## [Dataset records]
"""

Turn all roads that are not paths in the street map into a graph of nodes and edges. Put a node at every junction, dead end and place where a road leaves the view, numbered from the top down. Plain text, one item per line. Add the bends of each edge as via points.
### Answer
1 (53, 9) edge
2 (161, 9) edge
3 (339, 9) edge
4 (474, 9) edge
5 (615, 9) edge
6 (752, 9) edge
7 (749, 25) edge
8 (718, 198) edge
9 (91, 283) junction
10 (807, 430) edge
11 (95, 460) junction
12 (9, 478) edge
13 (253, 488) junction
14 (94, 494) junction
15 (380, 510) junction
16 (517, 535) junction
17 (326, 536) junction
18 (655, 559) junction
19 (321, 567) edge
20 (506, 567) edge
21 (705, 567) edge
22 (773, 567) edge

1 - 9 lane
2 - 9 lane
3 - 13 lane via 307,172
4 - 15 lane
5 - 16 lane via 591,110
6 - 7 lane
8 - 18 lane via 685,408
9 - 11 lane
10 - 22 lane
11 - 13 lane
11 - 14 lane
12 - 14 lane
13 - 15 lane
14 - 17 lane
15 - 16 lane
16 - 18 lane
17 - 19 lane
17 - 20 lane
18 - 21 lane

"""

## [EXERCISE OBJECTIVE]
Using the data above, restate every record word for word.

## [ANSWER TO THIS EXERCISE]
Turn all roads that are not paths in the street map into a graph of nodes and edges. Put a node at every junction, dead end and place where a road leaves the view, numbered from the top down. Plain text, one item per line. Add the bends of each edge as via points.
### Answer
1 (53, 9) edge
2 (161, 9) edge
3 (339, 9) edge
4 (474, 9) edge
5 (615, 9) edge
6 (752, 9) edge
7 (749, 25) edge
8 (718, 198) edge
9 (91, 283) junction
10 (807, 430) edge
11 (95, 460) junction
12 (9, 478) edge
13 (253, 488) junction
14 (94, 494) junction
15 (380, 510) junction
16 (517, 535) junction
17 (326, 536) junction
18 (655, 559) junction
19 (321, 567) edge
20 (506, 567) edge
21 (705, 567) edge
22 (773, 567) edge

1 - 9 lane
2 - 9 lane
3 - 13 lane via 307,172
4 - 15 lane
5 - 16 lane via 591,110
6 - 7 lane
8 - 18 lane via 685,408
9 - 11 lane
10 - 22 lane
11 - 13 lane
11 - 14 lane
12 - 14 lane
13 - 15 lane
14 - 17 lane
15 - 16 lane
16 - 18 lane
17 - 19 lane
17 - 20 lane
18 - 21 lane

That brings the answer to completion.